Without the pictures, can you quote each line below exactly?

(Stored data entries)
★ ★ ★

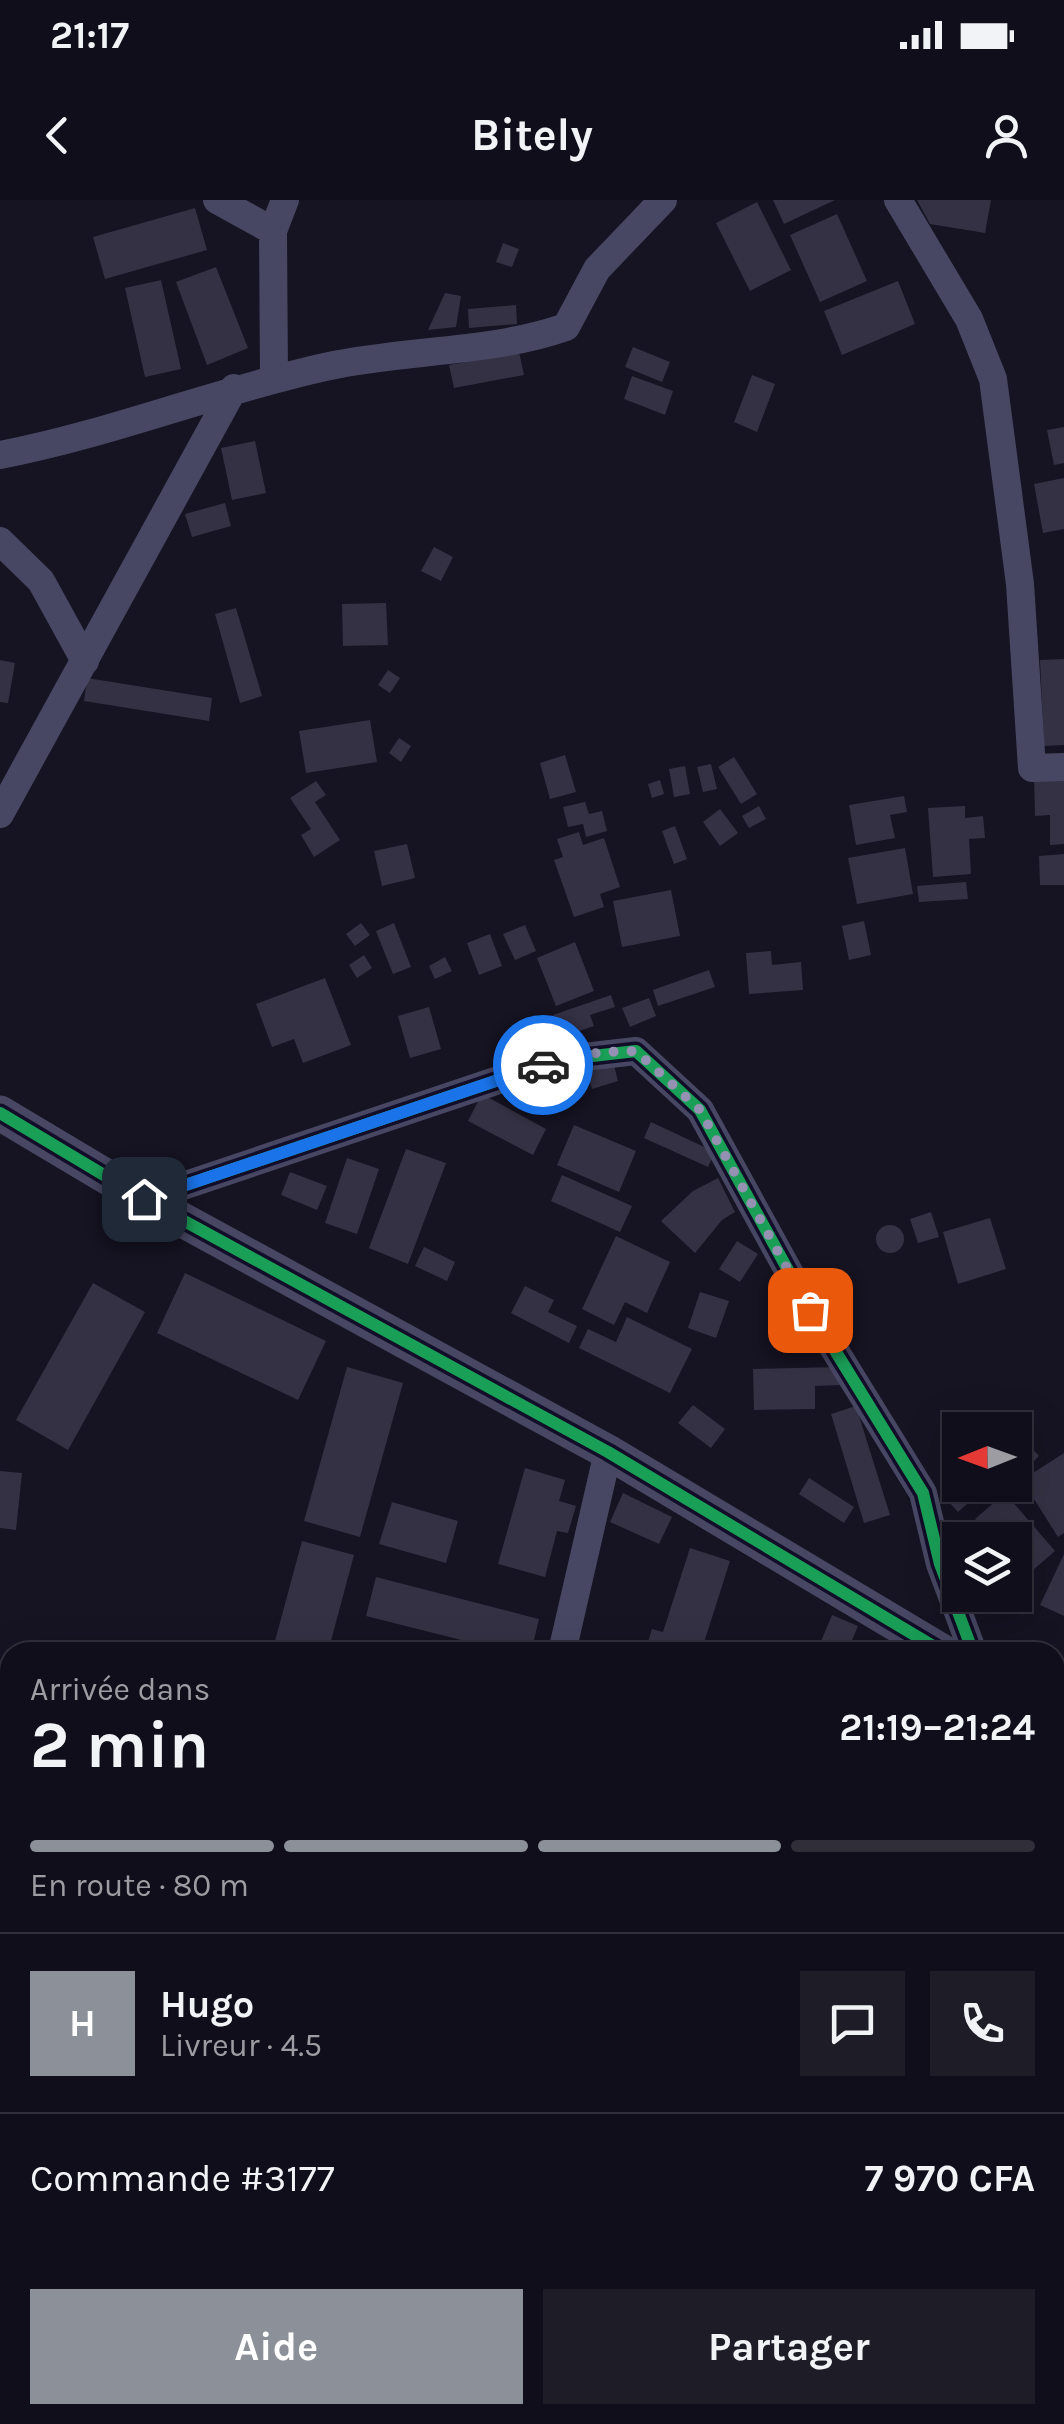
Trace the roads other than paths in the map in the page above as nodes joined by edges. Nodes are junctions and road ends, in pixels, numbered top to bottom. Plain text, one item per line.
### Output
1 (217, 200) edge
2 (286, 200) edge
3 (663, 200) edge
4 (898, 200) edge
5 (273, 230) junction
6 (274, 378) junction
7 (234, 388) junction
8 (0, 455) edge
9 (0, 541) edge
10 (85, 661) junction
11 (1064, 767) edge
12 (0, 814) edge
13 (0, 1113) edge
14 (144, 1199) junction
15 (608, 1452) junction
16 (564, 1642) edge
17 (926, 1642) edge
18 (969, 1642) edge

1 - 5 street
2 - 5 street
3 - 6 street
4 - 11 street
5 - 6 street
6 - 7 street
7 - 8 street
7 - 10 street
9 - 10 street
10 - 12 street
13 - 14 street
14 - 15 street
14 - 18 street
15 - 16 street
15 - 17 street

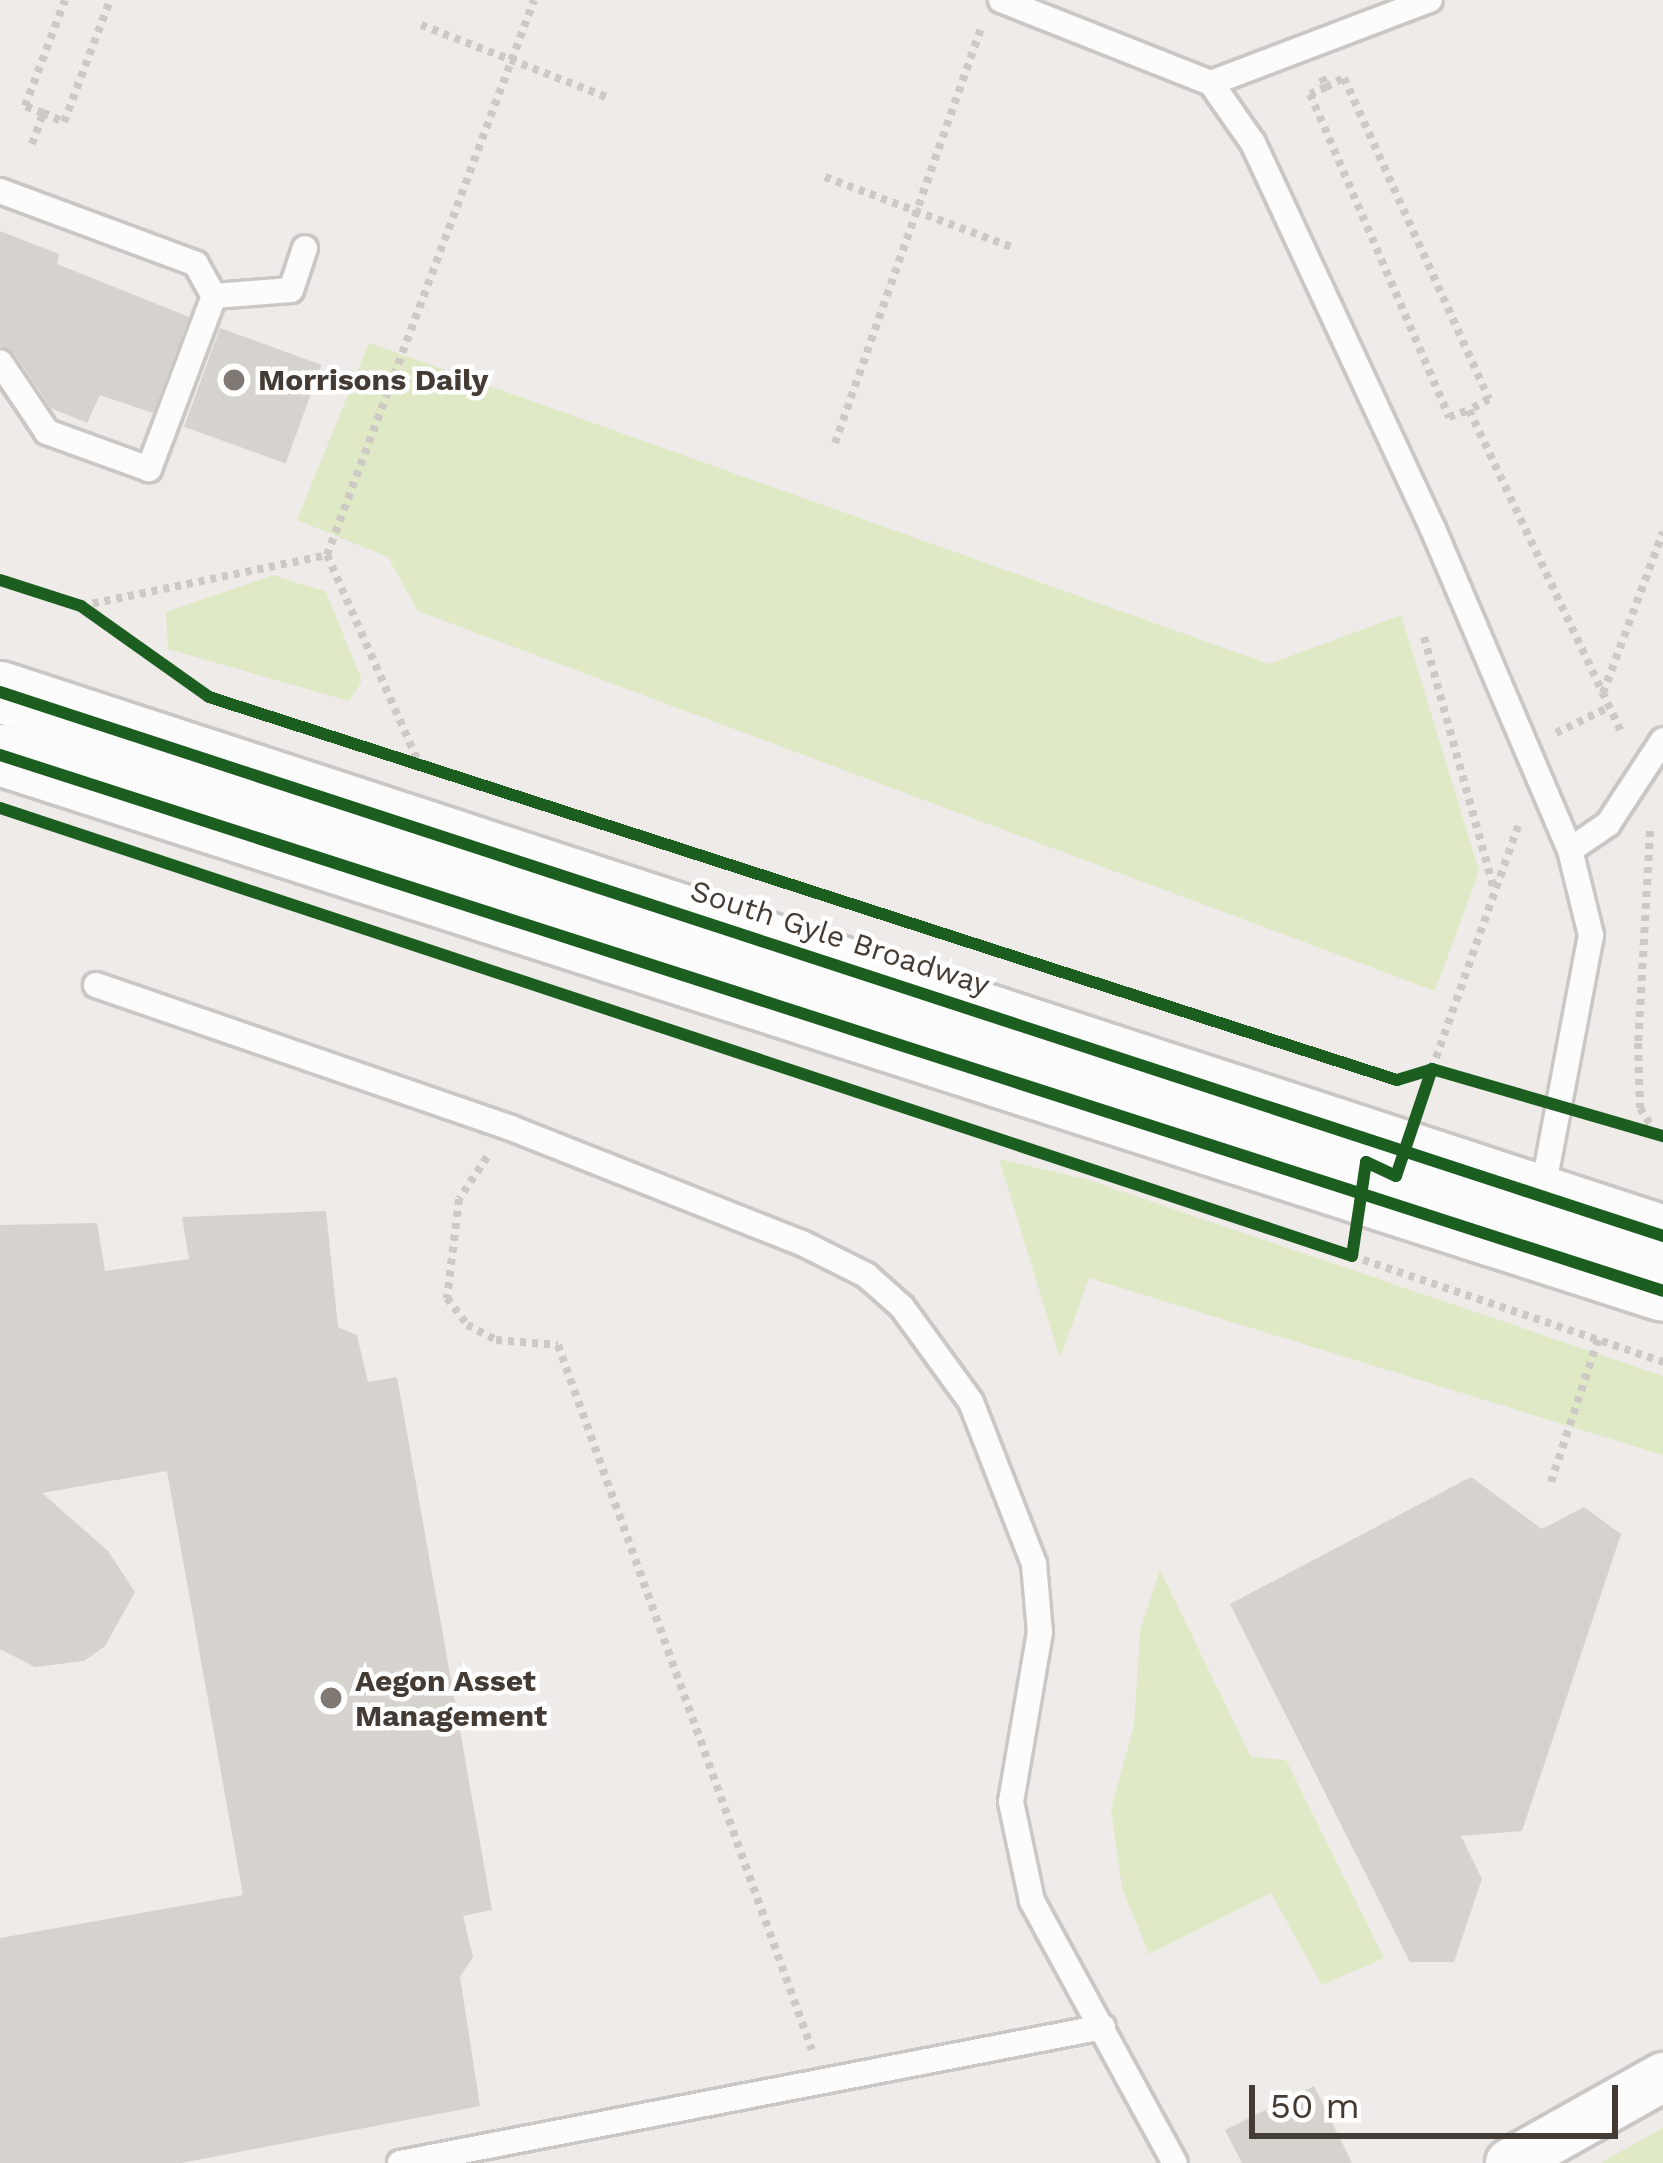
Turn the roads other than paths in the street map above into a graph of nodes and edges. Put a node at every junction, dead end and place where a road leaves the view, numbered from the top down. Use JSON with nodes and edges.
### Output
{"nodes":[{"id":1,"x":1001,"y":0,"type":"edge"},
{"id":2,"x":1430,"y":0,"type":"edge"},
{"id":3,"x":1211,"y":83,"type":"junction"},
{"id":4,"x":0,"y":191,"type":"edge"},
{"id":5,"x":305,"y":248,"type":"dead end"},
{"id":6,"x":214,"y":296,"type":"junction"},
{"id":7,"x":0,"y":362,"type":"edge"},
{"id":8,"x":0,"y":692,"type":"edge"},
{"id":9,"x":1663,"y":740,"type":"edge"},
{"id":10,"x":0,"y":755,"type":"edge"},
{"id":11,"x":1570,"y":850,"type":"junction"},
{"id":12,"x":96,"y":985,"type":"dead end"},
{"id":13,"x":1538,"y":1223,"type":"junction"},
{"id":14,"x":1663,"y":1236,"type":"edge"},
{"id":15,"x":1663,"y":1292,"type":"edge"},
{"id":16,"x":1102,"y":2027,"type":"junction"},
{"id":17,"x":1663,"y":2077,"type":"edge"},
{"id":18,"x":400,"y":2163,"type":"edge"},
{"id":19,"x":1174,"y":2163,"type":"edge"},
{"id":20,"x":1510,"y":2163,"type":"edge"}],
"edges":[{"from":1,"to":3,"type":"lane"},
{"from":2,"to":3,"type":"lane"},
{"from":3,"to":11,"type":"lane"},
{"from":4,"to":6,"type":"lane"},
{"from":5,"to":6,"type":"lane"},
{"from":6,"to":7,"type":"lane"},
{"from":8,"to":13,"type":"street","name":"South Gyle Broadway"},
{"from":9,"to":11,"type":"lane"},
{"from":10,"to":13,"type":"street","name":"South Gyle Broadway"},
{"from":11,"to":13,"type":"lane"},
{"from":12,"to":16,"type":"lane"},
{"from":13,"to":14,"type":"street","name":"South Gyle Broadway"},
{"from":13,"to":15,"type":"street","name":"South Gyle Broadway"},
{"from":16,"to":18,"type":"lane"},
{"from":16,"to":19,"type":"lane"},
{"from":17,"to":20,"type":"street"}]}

★ ★ ★

### [EXERCISE SOLUTION]
Trace the roads other than paths in the map in the page above as nodes joined by edges. Nodes are junctions and road ends, in pixels, numbered top to bottom. Plain text, one item per line.
### Output
1 (217, 200) edge
2 (286, 200) edge
3 (663, 200) edge
4 (898, 200) edge
5 (273, 230) junction
6 (274, 378) junction
7 (234, 388) junction
8 (0, 455) edge
9 (0, 541) edge
10 (85, 661) junction
11 (1064, 767) edge
12 (0, 814) edge
13 (0, 1113) edge
14 (144, 1199) junction
15 (608, 1452) junction
16 (564, 1642) edge
17 (926, 1642) edge
18 (969, 1642) edge

1 - 5 street
2 - 5 street
3 - 6 street
4 - 11 street
5 - 6 street
6 - 7 street
7 - 8 street
7 - 10 street
9 - 10 street
10 - 12 street
13 - 14 street
14 - 15 street
14 - 18 street
15 - 16 street
15 - 17 street

Turn the roads other than paths in the street map above into a graph of nodes and edges. Put a node at every junction, dead end and place where a road leaves the view, numbered from the top down. Use JSON with nodes and edges.
### Output
{"nodes":[{"id":1,"x":1001,"y":0,"type":"edge"},
{"id":2,"x":1430,"y":0,"type":"edge"},
{"id":3,"x":1211,"y":83,"type":"junction"},
{"id":4,"x":0,"y":191,"type":"edge"},
{"id":5,"x":305,"y":248,"type":"dead end"},
{"id":6,"x":214,"y":296,"type":"junction"},
{"id":7,"x":0,"y":362,"type":"edge"},
{"id":8,"x":0,"y":692,"type":"edge"},
{"id":9,"x":1663,"y":740,"type":"edge"},
{"id":10,"x":0,"y":755,"type":"edge"},
{"id":11,"x":1570,"y":850,"type":"junction"},
{"id":12,"x":96,"y":985,"type":"dead end"},
{"id":13,"x":1538,"y":1223,"type":"junction"},
{"id":14,"x":1663,"y":1236,"type":"edge"},
{"id":15,"x":1663,"y":1292,"type":"edge"},
{"id":16,"x":1102,"y":2027,"type":"junction"},
{"id":17,"x":1663,"y":2077,"type":"edge"},
{"id":18,"x":400,"y":2163,"type":"edge"},
{"id":19,"x":1174,"y":2163,"type":"edge"},
{"id":20,"x":1510,"y":2163,"type":"edge"}],
"edges":[{"from":1,"to":3,"type":"lane"},
{"from":2,"to":3,"type":"lane"},
{"from":3,"to":11,"type":"lane"},
{"from":4,"to":6,"type":"lane"},
{"from":5,"to":6,"type":"lane"},
{"from":6,"to":7,"type":"lane"},
{"from":8,"to":13,"type":"street","name":"South Gyle Broadway"},
{"from":9,"to":11,"type":"lane"},
{"from":10,"to":13,"type":"street","name":"South Gyle Broadway"},
{"from":11,"to":13,"type":"lane"},
{"from":12,"to":16,"type":"lane"},
{"from":13,"to":14,"type":"street","name":"South Gyle Broadway"},
{"from":13,"to":15,"type":"street","name":"South Gyle Broadway"},
{"from":16,"to":18,"type":"lane"},
{"from":16,"to":19,"type":"lane"},
{"from":17,"to":20,"type":"street"}]}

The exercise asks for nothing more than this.